These metrics refer to the index.

Labels:

Label	Description
cluster_name	Name of the cluster. Based on the Cluster name setting.
index	Name of the index.

Metrics:

Metric	Dimensions	Unit
elasticsearch.node_index_health	green, yellow, red	status
elasticsearch.node_index_shards_count	shards	shards
elasticsearch.node_index_docs_count	docs	docs
elasticsearch.node_index_store_size	store_size	bytes

Alerts

The following alerts are available:

Alert name	On metric	Description
elasticsearch_node_indices_search_time_query	elasticsearch.node_indices_search_time	search performance is degraded, queries run slowly.
elasticsearch_node_indices_search_time_fetch	elasticsearch.node_indices_search_time	search performance is degraded, fetches run slowly.
elasticsearch_cluster_health_status_red	elasticsearch.cluster_health_status	cluster health status is red.
elasticsearch_cluster_health_status_yellow	elasticsearch.cluster_health_status	cluster health status is yellow.
elasticsearch_node_index_health_red	elasticsearch.node_index_health	node index $label:index health status is red.

Troubleshooting

Debug Mode

Important: Debug mode is not supported for data collection jobs created via the UI using the Dyncfg feature.

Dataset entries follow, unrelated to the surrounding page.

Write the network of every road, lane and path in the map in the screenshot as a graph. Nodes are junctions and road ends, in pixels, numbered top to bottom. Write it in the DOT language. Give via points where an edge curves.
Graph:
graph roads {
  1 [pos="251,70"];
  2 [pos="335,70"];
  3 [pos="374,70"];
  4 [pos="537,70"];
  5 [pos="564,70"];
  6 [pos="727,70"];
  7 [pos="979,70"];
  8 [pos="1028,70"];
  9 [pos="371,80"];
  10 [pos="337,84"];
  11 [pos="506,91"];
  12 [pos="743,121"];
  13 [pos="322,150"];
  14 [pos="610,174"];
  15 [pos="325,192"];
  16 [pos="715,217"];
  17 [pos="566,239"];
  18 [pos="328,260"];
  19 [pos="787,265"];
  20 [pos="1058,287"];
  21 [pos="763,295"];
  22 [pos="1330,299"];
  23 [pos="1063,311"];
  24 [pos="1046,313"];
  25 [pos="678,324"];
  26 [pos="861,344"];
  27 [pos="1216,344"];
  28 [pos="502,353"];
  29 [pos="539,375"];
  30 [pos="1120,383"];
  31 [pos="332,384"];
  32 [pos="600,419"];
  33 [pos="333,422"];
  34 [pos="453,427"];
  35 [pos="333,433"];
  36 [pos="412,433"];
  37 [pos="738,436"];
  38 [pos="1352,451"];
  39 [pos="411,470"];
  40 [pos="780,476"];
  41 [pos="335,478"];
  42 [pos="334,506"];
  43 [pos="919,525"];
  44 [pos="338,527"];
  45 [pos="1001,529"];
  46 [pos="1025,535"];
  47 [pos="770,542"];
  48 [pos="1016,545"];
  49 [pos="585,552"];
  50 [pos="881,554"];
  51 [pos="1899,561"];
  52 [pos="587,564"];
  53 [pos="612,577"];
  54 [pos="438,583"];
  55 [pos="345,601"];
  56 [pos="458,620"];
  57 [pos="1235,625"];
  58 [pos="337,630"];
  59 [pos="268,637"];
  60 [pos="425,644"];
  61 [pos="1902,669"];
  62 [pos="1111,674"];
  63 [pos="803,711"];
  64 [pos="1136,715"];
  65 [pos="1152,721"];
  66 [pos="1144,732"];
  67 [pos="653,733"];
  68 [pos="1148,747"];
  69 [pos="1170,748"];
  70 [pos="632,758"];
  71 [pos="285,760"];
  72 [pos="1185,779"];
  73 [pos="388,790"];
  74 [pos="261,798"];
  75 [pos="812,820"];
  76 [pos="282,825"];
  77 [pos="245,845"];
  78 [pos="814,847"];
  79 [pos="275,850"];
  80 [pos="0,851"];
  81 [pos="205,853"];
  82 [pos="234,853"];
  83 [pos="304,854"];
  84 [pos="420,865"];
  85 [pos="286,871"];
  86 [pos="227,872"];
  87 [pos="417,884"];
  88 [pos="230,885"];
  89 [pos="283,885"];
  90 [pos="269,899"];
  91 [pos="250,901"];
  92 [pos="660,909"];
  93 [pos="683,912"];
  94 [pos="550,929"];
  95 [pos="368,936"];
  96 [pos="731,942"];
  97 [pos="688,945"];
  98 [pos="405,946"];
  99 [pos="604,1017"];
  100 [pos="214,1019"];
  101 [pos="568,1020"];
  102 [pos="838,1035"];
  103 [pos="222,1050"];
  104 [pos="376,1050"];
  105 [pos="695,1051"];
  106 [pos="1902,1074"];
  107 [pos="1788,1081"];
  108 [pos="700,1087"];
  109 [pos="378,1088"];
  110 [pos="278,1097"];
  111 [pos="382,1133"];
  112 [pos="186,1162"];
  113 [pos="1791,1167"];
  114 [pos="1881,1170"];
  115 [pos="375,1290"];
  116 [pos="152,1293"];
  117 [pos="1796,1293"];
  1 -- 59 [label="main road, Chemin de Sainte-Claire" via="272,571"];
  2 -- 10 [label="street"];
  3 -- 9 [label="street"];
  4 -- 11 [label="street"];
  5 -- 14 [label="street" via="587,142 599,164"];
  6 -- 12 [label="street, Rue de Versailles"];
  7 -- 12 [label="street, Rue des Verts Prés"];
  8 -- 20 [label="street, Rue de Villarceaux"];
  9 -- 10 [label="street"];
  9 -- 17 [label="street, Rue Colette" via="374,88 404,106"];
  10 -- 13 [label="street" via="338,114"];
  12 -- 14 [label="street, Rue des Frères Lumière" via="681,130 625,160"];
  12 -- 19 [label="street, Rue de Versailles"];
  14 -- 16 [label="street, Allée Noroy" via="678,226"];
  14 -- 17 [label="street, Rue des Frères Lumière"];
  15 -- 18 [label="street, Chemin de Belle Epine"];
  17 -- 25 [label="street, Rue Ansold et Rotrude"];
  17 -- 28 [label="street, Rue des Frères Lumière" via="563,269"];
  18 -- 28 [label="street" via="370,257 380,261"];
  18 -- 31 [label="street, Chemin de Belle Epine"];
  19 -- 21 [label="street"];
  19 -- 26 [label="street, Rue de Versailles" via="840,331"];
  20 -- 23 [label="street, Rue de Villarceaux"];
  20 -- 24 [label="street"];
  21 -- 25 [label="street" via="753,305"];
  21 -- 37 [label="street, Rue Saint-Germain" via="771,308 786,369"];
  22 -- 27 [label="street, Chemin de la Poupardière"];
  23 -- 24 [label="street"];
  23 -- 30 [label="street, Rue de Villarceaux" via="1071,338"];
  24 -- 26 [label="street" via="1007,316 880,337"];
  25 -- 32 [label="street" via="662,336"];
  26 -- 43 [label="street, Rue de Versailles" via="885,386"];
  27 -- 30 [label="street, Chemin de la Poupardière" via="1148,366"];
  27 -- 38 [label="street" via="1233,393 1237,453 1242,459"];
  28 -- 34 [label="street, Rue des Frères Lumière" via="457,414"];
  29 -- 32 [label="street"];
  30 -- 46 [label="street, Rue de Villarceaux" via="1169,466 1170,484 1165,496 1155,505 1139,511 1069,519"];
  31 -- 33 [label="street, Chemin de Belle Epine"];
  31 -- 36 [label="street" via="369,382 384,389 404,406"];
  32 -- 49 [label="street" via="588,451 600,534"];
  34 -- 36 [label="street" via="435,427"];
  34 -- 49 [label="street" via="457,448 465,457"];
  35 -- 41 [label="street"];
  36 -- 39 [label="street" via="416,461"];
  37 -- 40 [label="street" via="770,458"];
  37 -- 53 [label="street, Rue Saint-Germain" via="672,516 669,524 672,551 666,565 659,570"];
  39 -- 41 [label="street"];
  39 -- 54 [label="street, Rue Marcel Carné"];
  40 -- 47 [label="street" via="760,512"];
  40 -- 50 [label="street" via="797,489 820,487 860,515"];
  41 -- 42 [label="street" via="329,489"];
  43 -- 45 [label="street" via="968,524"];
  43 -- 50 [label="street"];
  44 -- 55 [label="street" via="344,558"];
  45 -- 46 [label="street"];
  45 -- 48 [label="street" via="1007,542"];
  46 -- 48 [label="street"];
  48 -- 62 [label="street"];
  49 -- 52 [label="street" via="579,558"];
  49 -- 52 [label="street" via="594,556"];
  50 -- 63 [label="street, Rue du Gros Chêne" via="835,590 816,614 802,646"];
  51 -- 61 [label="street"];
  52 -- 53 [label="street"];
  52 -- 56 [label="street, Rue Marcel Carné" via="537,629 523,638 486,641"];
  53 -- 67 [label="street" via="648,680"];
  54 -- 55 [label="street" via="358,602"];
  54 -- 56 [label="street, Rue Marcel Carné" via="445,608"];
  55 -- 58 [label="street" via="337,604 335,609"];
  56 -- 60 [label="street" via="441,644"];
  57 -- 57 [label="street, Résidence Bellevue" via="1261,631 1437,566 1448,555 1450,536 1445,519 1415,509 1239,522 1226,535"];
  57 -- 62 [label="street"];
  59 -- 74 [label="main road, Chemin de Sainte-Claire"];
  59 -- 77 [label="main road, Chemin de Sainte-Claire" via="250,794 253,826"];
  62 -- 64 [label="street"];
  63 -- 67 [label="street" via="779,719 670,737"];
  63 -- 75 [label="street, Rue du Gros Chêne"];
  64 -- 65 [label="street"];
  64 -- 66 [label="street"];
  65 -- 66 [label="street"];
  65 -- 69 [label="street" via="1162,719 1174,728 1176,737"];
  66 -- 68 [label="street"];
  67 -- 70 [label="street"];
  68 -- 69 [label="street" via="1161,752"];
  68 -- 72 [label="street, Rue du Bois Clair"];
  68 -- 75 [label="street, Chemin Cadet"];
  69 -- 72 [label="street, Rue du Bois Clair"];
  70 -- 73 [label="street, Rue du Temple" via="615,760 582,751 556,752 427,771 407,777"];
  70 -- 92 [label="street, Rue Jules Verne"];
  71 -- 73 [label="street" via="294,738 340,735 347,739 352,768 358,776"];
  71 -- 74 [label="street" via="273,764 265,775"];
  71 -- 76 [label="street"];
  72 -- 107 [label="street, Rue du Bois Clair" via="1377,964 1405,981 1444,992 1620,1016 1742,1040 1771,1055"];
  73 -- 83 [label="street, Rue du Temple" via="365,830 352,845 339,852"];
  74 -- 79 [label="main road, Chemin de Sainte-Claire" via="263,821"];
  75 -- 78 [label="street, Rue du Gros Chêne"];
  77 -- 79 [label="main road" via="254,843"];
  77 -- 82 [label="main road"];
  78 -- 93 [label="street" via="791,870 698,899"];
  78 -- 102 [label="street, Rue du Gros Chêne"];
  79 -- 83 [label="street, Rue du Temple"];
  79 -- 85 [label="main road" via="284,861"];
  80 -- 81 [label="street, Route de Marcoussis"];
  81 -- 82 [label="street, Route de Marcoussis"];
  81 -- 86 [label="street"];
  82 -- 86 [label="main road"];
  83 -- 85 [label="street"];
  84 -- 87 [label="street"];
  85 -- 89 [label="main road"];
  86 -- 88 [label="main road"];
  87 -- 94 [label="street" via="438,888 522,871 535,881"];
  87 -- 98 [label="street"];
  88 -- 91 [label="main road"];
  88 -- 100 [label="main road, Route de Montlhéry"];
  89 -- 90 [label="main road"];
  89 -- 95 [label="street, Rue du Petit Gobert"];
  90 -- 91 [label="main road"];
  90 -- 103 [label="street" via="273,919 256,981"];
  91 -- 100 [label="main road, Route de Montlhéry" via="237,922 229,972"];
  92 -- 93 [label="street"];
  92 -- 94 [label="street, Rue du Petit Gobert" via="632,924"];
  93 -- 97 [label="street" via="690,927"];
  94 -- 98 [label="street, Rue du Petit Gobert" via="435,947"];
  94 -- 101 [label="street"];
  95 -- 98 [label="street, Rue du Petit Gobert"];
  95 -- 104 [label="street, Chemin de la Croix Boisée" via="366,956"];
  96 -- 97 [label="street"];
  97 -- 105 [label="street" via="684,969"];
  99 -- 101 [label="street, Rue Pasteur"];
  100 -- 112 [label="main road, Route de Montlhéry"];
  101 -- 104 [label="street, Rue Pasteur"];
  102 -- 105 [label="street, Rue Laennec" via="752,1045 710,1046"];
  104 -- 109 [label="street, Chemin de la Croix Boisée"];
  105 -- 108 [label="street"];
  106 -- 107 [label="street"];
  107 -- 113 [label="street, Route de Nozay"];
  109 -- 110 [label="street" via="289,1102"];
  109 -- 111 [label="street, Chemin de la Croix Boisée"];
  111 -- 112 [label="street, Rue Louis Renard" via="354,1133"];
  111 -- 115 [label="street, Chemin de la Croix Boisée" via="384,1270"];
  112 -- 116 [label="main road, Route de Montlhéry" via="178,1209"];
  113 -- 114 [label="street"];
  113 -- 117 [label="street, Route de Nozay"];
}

To troubleshoot issues with the elasticsearch collector, run the go.d.plugin with the debug option enabled. The output should give you clues as to why the collector isn’t working.

Navigate to the plugins.d directory, usually at /usr/libexec/netdata/plugins.d/. If that’s not the case on your system, open netdata.conf and look for the plugins setting under [directories].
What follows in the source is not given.